If you are working with XSLT 1.0, the authoritative account is given by the XPath 1.0 specification and the XSLT 1.0 specification. It is in the nature of XPath that the language is infinite in size; there cannot be an exhaustive list of legal patterns. Instead, the set of legal patterns is defined by a context-free grammar given in the XSLT and XPath specs.
If you are working with XSLT 2.0, the relevant specs are XPath 2.0 (Second Edition) and XSLT 2.0. Again, the definition of legal match patterns uses a grammar defined partly in the XSLT spec and partly in the XPath spec.

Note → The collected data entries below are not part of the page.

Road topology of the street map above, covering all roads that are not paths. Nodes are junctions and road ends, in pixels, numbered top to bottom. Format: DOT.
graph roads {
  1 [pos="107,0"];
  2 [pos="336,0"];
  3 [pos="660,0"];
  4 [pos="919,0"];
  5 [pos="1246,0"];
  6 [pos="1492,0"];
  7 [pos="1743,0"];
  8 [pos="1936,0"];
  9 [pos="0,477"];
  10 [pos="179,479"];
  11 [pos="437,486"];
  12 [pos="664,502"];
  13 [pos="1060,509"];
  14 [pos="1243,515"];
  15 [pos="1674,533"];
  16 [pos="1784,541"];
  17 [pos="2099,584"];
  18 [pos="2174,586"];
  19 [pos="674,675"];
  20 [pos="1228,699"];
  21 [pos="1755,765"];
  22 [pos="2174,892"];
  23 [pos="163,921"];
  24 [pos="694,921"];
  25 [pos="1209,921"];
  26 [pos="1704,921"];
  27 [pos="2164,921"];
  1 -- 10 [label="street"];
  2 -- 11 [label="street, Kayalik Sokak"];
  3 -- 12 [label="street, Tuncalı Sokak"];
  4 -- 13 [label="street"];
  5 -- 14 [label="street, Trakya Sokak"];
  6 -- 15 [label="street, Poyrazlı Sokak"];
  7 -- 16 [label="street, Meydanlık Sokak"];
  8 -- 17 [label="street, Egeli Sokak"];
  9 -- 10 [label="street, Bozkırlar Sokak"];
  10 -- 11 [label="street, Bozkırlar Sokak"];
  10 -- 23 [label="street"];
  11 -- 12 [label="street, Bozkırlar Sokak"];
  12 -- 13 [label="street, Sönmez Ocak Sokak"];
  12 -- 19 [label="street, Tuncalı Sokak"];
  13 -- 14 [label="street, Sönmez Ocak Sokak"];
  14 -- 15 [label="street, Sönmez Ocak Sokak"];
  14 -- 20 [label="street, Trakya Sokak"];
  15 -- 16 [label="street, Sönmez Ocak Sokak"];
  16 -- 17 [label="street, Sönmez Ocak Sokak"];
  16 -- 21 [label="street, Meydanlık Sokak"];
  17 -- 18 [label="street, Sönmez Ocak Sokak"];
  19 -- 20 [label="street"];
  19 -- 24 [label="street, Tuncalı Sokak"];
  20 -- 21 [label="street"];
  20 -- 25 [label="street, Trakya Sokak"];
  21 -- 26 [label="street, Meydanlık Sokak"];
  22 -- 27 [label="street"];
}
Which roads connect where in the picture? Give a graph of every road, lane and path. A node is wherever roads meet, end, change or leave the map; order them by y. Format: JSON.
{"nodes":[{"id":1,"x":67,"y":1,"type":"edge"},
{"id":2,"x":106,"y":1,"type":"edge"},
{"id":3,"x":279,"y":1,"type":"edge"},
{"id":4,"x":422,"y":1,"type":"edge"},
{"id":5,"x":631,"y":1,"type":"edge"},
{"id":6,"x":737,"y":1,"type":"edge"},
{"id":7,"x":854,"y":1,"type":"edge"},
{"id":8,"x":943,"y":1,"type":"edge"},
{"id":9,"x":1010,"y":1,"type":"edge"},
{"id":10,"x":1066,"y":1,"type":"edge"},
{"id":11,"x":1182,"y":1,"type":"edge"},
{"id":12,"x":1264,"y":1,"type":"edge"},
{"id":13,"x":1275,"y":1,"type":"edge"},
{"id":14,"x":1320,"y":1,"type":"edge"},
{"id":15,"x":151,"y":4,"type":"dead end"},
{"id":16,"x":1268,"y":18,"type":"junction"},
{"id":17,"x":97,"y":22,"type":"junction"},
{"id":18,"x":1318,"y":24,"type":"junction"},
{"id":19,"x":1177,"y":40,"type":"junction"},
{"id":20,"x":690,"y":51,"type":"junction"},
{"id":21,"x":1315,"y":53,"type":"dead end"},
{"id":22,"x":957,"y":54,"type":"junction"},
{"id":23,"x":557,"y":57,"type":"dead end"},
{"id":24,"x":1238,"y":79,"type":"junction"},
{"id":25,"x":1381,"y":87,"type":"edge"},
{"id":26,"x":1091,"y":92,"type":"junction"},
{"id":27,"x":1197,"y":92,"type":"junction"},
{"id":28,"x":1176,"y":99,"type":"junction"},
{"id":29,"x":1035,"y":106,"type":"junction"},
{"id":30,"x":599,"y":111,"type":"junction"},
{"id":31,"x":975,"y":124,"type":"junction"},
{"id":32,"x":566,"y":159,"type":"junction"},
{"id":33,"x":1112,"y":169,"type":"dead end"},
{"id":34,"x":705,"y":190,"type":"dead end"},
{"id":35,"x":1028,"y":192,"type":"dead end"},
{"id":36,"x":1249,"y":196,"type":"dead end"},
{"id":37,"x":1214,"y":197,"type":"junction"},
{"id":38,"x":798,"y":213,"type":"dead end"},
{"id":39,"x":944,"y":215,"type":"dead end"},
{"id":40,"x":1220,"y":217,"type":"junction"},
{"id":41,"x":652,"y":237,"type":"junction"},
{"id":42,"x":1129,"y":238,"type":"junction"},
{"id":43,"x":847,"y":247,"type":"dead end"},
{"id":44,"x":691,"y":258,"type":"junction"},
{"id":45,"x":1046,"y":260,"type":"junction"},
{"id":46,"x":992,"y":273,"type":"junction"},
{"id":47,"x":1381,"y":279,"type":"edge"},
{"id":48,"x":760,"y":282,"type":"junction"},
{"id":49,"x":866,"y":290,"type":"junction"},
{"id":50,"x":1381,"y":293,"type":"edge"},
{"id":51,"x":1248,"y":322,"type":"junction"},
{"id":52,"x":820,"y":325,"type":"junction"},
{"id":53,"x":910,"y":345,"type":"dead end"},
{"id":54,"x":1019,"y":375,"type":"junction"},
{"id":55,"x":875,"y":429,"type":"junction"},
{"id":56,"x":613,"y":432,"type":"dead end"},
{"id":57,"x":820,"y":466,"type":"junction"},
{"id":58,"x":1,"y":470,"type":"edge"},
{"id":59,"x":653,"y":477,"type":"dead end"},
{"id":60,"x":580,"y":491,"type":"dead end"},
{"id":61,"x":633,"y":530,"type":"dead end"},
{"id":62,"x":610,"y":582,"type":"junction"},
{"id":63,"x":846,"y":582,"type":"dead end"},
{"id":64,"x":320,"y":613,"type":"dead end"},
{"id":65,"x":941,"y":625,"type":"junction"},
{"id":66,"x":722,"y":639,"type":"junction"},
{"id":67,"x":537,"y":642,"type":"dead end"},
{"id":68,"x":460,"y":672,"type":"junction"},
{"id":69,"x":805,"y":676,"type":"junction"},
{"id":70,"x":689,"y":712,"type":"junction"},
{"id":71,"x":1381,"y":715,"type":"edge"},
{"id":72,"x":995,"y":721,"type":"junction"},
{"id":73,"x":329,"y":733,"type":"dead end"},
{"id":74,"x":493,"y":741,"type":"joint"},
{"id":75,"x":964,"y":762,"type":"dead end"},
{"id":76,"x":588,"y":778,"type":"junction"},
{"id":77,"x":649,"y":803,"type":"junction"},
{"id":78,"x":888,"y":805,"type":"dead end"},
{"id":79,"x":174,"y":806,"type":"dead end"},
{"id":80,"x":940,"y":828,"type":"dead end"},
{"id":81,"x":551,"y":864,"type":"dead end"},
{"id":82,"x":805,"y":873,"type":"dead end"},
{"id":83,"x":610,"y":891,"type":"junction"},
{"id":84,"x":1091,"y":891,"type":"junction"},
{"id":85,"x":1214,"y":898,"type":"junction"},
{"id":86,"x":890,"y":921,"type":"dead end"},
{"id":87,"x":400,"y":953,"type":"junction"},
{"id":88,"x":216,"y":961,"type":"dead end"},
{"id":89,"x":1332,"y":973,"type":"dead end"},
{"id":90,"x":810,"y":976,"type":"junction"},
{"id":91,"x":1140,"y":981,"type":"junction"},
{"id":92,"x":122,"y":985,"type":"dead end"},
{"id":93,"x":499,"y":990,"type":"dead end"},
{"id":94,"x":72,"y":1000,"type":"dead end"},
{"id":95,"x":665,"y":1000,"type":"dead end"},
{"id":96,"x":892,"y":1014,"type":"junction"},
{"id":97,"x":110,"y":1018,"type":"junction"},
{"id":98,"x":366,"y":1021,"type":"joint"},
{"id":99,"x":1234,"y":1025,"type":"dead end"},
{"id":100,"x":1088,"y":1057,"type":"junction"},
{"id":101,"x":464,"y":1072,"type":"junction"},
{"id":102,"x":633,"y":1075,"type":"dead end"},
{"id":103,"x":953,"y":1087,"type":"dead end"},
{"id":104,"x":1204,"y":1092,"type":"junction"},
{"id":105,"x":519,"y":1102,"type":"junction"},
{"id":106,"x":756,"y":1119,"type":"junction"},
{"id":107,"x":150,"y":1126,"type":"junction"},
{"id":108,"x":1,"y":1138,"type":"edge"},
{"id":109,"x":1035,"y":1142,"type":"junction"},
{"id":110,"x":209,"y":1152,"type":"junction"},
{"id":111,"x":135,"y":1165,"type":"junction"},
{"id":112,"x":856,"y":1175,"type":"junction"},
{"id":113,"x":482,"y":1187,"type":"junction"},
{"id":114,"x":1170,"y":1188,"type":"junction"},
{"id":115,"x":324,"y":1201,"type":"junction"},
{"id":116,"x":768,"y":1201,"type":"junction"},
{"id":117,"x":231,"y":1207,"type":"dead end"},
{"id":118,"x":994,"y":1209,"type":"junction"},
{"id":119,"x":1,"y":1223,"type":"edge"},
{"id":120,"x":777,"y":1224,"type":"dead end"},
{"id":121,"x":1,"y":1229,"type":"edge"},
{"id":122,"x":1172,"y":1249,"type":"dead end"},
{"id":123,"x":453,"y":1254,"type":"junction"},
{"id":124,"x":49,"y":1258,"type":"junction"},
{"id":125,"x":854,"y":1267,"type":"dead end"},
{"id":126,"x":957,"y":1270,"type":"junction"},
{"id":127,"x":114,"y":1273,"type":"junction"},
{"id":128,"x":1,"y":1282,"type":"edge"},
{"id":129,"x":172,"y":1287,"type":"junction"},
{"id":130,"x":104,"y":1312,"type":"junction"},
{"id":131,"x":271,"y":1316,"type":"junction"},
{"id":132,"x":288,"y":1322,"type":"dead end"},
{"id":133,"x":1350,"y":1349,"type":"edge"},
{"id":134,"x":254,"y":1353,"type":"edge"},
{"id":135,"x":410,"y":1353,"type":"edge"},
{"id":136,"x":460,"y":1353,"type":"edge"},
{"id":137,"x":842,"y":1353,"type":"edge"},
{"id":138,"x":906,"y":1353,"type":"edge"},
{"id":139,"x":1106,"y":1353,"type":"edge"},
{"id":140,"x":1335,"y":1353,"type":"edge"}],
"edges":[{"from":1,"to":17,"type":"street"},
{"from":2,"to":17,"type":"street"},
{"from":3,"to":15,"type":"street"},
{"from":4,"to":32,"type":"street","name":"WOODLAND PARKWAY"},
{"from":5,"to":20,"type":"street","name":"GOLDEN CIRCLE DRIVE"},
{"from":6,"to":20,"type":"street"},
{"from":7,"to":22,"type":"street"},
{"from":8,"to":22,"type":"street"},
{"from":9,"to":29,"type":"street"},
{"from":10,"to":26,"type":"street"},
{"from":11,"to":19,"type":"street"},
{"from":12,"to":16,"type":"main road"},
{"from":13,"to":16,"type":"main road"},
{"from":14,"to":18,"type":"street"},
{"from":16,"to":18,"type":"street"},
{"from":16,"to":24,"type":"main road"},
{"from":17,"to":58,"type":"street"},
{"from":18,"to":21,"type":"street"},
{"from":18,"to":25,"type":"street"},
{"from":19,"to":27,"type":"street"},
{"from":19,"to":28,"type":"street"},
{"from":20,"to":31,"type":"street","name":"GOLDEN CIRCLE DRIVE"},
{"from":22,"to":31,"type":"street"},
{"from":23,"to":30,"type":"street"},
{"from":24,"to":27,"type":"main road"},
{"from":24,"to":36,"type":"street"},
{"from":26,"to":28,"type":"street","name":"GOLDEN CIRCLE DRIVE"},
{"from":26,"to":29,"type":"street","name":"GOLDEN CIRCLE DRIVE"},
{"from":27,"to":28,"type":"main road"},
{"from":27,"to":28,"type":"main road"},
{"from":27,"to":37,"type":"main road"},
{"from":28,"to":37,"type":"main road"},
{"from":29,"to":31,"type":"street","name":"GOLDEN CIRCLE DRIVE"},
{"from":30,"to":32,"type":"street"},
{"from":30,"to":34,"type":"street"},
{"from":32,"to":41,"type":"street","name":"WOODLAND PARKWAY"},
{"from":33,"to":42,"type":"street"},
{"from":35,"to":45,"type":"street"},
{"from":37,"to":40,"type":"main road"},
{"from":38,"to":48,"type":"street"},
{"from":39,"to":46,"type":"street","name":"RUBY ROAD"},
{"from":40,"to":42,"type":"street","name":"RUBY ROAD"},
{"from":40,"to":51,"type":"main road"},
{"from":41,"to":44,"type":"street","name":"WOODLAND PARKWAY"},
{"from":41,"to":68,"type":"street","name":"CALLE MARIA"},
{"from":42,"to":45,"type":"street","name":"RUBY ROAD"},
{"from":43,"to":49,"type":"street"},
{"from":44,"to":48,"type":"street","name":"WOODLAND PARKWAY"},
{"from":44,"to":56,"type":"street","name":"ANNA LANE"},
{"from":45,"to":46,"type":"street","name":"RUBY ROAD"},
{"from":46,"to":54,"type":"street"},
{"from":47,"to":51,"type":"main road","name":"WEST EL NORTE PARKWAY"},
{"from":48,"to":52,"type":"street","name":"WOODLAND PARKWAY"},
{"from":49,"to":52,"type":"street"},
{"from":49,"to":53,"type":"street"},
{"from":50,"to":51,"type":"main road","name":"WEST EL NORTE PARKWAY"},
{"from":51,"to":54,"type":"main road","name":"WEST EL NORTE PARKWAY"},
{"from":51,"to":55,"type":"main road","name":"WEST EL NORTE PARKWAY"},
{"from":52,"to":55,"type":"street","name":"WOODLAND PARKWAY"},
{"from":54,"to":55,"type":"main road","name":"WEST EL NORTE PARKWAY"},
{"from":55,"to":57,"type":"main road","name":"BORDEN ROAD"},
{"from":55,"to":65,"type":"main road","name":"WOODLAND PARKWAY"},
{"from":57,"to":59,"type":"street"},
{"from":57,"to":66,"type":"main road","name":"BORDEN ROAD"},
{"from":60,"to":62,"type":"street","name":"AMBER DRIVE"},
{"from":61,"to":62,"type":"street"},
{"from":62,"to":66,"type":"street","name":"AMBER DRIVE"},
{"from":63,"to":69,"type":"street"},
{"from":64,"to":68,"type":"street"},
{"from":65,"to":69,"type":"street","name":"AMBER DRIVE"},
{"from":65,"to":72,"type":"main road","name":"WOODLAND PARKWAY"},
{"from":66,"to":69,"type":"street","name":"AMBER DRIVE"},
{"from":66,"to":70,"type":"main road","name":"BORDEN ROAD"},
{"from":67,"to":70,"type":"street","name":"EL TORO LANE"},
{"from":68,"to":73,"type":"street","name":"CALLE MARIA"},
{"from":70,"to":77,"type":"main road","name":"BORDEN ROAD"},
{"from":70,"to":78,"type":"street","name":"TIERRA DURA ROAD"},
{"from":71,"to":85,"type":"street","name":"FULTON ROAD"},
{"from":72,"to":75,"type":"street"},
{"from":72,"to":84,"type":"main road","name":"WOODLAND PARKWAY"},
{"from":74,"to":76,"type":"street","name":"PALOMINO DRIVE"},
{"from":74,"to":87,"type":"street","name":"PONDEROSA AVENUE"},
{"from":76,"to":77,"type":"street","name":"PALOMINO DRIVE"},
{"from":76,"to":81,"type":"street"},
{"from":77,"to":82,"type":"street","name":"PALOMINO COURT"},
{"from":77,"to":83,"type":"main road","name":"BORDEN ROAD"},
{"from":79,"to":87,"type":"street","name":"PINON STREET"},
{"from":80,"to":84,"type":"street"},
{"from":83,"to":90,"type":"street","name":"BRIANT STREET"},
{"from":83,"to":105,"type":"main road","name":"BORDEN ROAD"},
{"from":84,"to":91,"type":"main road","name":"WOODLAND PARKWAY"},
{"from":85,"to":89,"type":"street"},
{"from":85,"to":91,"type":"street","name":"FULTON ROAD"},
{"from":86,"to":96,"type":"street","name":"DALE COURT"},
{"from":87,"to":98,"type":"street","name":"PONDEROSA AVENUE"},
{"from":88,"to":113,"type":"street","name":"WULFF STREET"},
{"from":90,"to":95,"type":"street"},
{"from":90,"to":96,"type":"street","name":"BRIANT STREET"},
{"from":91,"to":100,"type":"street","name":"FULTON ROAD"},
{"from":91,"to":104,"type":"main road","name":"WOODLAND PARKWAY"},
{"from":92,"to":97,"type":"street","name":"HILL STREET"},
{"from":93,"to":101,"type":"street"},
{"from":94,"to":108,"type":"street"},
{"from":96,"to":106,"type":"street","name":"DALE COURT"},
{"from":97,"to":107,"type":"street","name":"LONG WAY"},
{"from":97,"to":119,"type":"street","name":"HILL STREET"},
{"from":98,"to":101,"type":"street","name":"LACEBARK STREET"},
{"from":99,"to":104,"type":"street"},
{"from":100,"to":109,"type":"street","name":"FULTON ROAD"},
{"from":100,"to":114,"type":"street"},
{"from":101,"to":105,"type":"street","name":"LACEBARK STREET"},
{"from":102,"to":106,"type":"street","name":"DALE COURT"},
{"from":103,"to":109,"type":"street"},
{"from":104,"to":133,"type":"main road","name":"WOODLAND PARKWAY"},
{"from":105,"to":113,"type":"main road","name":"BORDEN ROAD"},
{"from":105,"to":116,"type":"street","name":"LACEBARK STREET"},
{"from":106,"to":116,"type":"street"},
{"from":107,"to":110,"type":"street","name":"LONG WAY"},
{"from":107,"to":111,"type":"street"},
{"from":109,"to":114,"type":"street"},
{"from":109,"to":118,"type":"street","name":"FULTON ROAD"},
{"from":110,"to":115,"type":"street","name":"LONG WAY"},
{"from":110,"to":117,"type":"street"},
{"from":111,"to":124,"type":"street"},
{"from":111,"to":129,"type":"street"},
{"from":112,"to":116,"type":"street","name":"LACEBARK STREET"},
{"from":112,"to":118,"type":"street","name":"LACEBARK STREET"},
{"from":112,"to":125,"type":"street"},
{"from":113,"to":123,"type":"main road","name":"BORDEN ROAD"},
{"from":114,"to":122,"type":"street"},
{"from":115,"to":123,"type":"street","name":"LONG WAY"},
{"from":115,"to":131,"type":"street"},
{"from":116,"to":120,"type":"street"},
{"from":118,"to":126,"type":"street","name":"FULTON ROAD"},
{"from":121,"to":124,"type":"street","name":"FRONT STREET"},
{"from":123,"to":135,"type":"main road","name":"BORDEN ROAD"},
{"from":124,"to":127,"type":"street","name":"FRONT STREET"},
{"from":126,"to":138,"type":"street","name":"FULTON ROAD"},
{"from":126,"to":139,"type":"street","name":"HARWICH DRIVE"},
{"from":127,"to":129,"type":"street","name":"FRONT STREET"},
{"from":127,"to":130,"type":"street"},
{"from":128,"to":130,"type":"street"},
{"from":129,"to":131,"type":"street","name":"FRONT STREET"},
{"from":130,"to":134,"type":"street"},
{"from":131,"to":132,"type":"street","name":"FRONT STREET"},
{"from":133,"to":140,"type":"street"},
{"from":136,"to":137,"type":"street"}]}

You ask what is considered an "element" in Xpath? What does node() include? What statements include attributes? etc.
Both versions of XPath define how to evaluate expressions against instances of the XPath data model; it is the data model that specifies that all element nodes are nodes, but not all nodes are element nodes (and so on). The data model for XPath 1.0 is simpler and in general easier to understand, but its definition is rather informal and has what some readers regard as some problematic gaps and contradictions; it is defined in section 5 of the XPath 1.0 specification. The XPath 2.0 data model is used not only by XPath and XSLT but also by XQuery; it is defined in a spec called unsurprisingly XQuery 1.0 and XPath 2.0 Data Model (XDM).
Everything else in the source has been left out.